◆ **HOW TO COMPLETE THIS TASK**: Without changing anything, copy out each entry.

◆ **DATA PROVIDED**:
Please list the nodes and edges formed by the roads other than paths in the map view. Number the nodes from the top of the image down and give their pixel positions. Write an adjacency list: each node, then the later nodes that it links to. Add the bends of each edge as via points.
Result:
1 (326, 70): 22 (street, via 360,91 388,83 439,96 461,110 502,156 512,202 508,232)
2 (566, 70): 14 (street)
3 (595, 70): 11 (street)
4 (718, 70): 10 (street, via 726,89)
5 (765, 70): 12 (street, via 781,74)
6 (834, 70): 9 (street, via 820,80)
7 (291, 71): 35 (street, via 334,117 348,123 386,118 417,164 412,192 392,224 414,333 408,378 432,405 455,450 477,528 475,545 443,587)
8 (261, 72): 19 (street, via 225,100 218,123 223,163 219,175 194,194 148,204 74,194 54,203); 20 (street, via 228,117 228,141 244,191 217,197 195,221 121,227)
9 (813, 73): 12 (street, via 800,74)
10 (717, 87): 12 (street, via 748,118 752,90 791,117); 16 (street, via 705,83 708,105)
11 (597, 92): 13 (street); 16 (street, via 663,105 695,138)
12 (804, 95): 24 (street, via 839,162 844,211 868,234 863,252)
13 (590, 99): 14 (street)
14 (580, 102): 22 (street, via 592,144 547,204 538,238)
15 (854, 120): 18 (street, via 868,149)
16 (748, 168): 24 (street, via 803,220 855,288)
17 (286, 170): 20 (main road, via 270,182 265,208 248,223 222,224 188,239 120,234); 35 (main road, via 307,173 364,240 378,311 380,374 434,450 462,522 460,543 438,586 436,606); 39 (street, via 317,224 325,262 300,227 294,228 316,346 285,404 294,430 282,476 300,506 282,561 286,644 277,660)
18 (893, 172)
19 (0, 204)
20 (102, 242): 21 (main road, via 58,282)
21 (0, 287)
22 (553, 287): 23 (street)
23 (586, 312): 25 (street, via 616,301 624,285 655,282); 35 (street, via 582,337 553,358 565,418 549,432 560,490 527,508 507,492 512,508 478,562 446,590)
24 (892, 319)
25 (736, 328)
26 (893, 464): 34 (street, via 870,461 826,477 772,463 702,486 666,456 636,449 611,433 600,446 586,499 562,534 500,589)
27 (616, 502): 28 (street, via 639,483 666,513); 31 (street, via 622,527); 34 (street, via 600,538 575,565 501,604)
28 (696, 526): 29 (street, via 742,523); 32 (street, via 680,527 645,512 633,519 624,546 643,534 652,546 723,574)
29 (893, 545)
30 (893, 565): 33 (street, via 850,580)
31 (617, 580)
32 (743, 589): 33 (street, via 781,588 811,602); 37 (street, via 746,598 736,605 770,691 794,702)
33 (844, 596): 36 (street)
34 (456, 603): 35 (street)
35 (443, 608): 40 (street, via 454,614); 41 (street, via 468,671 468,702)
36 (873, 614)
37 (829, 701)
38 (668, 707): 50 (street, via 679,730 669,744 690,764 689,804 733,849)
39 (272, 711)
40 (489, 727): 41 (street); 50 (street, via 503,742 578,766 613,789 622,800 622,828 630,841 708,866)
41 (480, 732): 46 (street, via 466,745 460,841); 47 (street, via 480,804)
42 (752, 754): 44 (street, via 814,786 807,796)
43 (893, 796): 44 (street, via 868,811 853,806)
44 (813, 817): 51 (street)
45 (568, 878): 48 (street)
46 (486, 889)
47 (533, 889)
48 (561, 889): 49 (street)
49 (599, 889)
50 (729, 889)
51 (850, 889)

◆ **WRITTEN SOLUTION**:
Please list the nodes and edges formed by the roads other than paths in the map view. Number the nodes from the top of the image down and give their pixel positions. Write an adjacency list: each node, then the later nodes that it links to. Add the bends of each edge as via points.
Result:
1 (326, 70): 22 (street, via 360,91 388,83 439,96 461,110 502,156 512,202 508,232)
2 (566, 70): 14 (street)
3 (595, 70): 11 (street)
4 (718, 70): 10 (street, via 726,89)
5 (765, 70): 12 (street, via 781,74)
6 (834, 70): 9 (street, via 820,80)
7 (291, 71): 35 (street, via 334,117 348,123 386,118 417,164 412,192 392,224 414,333 408,378 432,405 455,450 477,528 475,545 443,587)
8 (261, 72): 19 (street, via 225,100 218,123 223,163 219,175 194,194 148,204 74,194 54,203); 20 (street, via 228,117 228,141 244,191 217,197 195,221 121,227)
9 (813, 73): 12 (street, via 800,74)
10 (717, 87): 12 (street, via 748,118 752,90 791,117); 16 (street, via 705,83 708,105)
11 (597, 92): 13 (street); 16 (street, via 663,105 695,138)
12 (804, 95): 24 (street, via 839,162 844,211 868,234 863,252)
13 (590, 99): 14 (street)
14 (580, 102): 22 (street, via 592,144 547,204 538,238)
15 (854, 120): 18 (street, via 868,149)
16 (748, 168): 24 (street, via 803,220 855,288)
17 (286, 170): 20 (main road, via 270,182 265,208 248,223 222,224 188,239 120,234); 35 (main road, via 307,173 364,240 378,311 380,374 434,450 462,522 460,543 438,586 436,606); 39 (street, via 317,224 325,262 300,227 294,228 316,346 285,404 294,430 282,476 300,506 282,561 286,644 277,660)
18 (893, 172)
19 (0, 204)
20 (102, 242): 21 (main road, via 58,282)
21 (0, 287)
22 (553, 287): 23 (street)
23 (586, 312): 25 (street, via 616,301 624,285 655,282); 35 (street, via 582,337 553,358 565,418 549,432 560,490 527,508 507,492 512,508 478,562 446,590)
24 (892, 319)
25 (736, 328)
26 (893, 464): 34 (street, via 870,461 826,477 772,463 702,486 666,456 636,449 611,433 600,446 586,499 562,534 500,589)
27 (616, 502): 28 (street, via 639,483 666,513); 31 (street, via 622,527); 34 (street, via 600,538 575,565 501,604)
28 (696, 526): 29 (street, via 742,523); 32 (street, via 680,527 645,512 633,519 624,546 643,534 652,546 723,574)
29 (893, 545)
30 (893, 565): 33 (street, via 850,580)
31 (617, 580)
32 (743, 589): 33 (street, via 781,588 811,602); 37 (street, via 746,598 736,605 770,691 794,702)
33 (844, 596): 36 (street)
34 (456, 603): 35 (street)
35 (443, 608): 40 (street, via 454,614); 41 (street, via 468,671 468,702)
36 (873, 614)
37 (829, 701)
38 (668, 707): 50 (street, via 679,730 669,744 690,764 689,804 733,849)
39 (272, 711)
40 (489, 727): 41 (street); 50 (street, via 503,742 578,766 613,789 622,800 622,828 630,841 708,866)
41 (480, 732): 46 (street, via 466,745 460,841); 47 (street, via 480,804)
42 (752, 754): 44 (street, via 814,786 807,796)
43 (893, 796): 44 (street, via 868,811 853,806)
44 (813, 817): 51 (street)
45 (568, 878): 48 (street)
46 (486, 889)
47 (533, 889)
48 (561, 889): 49 (street)
49 (599, 889)
50 (729, 889)
51 (850, 889)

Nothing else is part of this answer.